Rapid Ethnographic Assessments (REA) were conducted in three districts in the Southern part of Malawi: Mulanje, Chikhwawa and Blantyre. We used REA, due to this being a method that quickly and efficiently gathers ethnographic data collected using triangulation of different qualitative and quantitative approaches. In this case we used a qualitative approach of observations and in-depth interviews. The purpose of conducting REA was twofold:
1) to identify establishments and locations where female sex workers (FSWs) operate from to gain a deeper understanding of their everyday life conditions;
2) to use the knowledge gained to inform the development of a contextually relevant HIV self-testing strategy delivered by peer distributors, to be implemented by Pakachere.
Packachere is one of the leading locally registered non-governmental organisations that specialises in social and behavior change communication. Pakachere has been sub contracted by PSI Malawi to carry out implementation work among FSWs.
Data was collected by trained social scientists from Malawi-Liverpool Wellcome trust, namely Mwiza Sambo, Wezzie Lora, Wakumanya Sibande and Lusungu Kayira.
Prior to REA, researchers conducted stakeholder meetings and a mapping exercise. Stakeholders, which included Pakachere and district health officials working with FSWs, were engaged to provide information on the existing HIV testing services for FSWs and also information on the establishments and locations where FSWs hang out. Researchers used this information to follow up with venue owners. A mapping exercise was carried out to identify additional establishments and locations that were not mentioned/identified by stakeholders.
Sampling of venues in the three districts was conducted to reach out to most townships/ locations across a district. Two or three venues were selected per township. These venues were viewed as representative of the entire township, based on an assumption that most of the FSWs operating within the township would alternate around the same venues depending on their class and charging rates. Venues were of different classes and so were the FSWs. FSWs of a higher class would converge in venues where services were sold at a higher price, hence they charged higher prices for sex work based on the assumption that customers found in those venues would meet their charges. The same applied to FSWs of a lower class, who charged low prices for sex work because they were operating from low class venues.

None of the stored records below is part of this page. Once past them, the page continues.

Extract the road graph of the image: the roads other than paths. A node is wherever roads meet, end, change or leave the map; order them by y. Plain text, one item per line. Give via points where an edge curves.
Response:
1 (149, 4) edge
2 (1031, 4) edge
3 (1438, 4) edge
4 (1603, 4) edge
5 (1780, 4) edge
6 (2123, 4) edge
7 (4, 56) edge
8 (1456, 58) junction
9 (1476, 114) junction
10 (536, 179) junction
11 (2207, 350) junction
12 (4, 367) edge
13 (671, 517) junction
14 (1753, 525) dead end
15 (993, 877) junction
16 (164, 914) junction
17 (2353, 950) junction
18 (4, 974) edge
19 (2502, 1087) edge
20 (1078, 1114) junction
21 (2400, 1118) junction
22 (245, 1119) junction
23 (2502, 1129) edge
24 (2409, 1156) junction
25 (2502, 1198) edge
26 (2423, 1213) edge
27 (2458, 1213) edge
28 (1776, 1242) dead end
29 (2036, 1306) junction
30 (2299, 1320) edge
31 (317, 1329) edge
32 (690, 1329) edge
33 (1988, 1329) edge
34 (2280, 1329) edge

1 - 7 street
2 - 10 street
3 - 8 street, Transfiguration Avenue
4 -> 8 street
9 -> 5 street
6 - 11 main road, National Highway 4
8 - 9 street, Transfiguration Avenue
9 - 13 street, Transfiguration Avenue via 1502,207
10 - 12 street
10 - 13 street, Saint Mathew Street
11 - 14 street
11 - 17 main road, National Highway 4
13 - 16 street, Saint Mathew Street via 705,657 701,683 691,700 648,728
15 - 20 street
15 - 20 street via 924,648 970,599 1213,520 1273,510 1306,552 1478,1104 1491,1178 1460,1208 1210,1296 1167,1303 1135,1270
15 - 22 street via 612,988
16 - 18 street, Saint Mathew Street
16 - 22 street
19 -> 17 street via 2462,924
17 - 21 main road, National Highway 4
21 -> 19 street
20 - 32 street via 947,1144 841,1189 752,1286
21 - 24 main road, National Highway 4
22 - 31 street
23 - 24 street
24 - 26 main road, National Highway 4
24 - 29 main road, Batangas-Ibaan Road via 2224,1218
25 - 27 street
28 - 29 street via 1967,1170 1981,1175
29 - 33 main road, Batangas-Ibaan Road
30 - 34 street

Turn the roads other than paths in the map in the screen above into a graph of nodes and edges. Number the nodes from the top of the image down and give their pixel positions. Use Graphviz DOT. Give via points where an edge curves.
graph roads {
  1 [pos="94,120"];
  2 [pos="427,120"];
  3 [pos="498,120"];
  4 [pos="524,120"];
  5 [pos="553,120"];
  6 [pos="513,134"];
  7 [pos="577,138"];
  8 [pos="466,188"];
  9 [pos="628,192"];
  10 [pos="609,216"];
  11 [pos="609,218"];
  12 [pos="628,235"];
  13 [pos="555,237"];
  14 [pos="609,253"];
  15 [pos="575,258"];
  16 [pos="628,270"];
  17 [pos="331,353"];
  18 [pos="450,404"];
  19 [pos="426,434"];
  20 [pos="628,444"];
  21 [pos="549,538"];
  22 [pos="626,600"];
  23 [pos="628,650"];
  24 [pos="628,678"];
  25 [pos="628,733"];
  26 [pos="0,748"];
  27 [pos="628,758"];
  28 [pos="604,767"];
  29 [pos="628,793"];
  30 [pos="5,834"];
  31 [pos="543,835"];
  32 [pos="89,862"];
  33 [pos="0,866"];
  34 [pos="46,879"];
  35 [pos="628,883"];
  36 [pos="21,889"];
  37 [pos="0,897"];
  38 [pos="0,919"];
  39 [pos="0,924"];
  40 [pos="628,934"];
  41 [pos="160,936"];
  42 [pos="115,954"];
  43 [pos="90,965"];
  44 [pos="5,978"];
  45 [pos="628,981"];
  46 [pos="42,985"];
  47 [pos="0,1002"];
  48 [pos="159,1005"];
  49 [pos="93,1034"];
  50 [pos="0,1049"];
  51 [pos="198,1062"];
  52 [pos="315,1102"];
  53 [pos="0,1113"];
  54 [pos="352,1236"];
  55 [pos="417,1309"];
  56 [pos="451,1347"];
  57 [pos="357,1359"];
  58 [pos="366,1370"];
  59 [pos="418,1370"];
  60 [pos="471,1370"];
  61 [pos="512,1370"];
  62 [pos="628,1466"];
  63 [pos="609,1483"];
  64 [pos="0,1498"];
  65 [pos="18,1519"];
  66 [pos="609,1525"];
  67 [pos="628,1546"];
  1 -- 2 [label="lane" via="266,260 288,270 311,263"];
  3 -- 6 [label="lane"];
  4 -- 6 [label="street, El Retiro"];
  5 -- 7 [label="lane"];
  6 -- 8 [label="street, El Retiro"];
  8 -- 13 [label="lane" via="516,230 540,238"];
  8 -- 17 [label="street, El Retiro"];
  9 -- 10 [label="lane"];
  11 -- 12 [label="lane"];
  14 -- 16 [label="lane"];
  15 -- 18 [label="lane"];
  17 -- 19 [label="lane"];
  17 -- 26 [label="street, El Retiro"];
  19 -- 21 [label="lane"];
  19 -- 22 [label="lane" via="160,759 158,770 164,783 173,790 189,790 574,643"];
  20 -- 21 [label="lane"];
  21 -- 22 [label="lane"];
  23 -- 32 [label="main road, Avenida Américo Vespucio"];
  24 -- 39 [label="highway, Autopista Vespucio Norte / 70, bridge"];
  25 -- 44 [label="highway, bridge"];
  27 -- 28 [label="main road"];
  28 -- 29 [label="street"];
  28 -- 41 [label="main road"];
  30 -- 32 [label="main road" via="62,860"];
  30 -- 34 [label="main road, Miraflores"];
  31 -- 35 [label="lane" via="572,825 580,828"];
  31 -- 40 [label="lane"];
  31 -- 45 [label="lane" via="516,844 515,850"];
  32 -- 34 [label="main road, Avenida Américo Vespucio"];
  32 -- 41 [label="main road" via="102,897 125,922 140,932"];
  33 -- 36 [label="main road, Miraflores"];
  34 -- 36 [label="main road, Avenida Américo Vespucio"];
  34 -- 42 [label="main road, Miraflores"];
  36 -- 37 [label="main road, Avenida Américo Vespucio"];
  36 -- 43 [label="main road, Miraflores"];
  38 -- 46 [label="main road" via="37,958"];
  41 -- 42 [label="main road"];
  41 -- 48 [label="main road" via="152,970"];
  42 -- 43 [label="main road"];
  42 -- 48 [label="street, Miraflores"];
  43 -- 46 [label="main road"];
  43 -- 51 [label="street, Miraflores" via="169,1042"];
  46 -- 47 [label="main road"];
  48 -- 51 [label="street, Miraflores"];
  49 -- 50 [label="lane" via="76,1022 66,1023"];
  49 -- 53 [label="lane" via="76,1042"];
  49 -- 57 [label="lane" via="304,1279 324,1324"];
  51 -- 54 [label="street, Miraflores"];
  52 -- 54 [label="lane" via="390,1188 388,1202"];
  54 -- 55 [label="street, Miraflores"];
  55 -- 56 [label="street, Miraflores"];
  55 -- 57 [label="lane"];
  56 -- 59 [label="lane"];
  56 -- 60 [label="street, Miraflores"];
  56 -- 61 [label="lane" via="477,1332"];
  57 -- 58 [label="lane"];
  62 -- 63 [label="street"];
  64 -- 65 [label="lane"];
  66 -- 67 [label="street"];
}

Figure 1: MLW Research Assistant standing outside a venue in Mulanje
Venue owners were approached and asked for written consent to conduct in-depth interviews and REA participant observations. In-depth interviews were then conducted with the venue owners to gain insights of the nature of female sex work in their venues. In instances where venue owners were not equipped with enough information, we interviewed venue staff e.g. barmen, guards, waiters, landlords and bar owners who had some form of authority and insight into activities of the FSWs operating within the vicinity or inside the venue. Venues were receptive of FSWs and had established a good working relationship with them, since their presence was perceived to attract customers for both the venue and the FSWs.
Data collected from venue owners centered on FSWs and we captured information around: FSW daily activities; sex work in relation to the venue; interpersonal relationships at the venue; staff/venue owners’ perceptions on HIVST and how best HIVST kits can be distributed among FSWs.
In terms of participant observations, we documented how FSWs conducted negotiation and sex work while paying a greater attention to their normative social conditions, personal behaviors and interpersonal relationships. Shebeens, pubs, bottle stores, lodges, rest houses, clubs, motels and brothels were all included. Peak days for sex work were weekends of month ends when people had received their wages, and on market days when people from surrounding districts would patronise the facilities after buying or selling goods. Some venues attracted more customers by holding special events during weekdays or weekends e.g. live bands and live performances from artists.
Figure 2: Market day in Mulanje – peak day for sex work in surrounding venues
We also conducted in-depth interviews with FSWs themselves by strategically selecting FSWs across all locations in a district with the inclusion of all types of FSWs, and these included home and street based as well as venue based. Venue owners were used as key informants to link us with FSWs. Where it was difficult to find FSWs, especially street and home based, we used snowball sampling through other FSWs as key informants.
Figure 3: MLWT research assistant posing for a picture outside a bar in Blantyre after carrying out an in-depth interview
During in-depth interviews with FSWs, we were interested in sex work orientation, normative social conditions, interpersonal relationships, individual behaviors, issues on HIV testing and HIVST from the viewpoint of a FSW. It was noted that most FSWs have come to accept their identity. Most FSWs freely and openly discussed sensitive subjects after assuring them about confidentiality during informed consenting. One FSW was quoted saying ‘if you are not on ART, you are not in fashion’. This further enhanced openness on discussions around HIV testing services in FSWs.
At the end of the REA exercise, a prototype peer distribution model was developed by the social science team based on the REA information. The model was designed to apply to both urban and rural settings. It was later validated at a workshop that was conducted in Blantyre.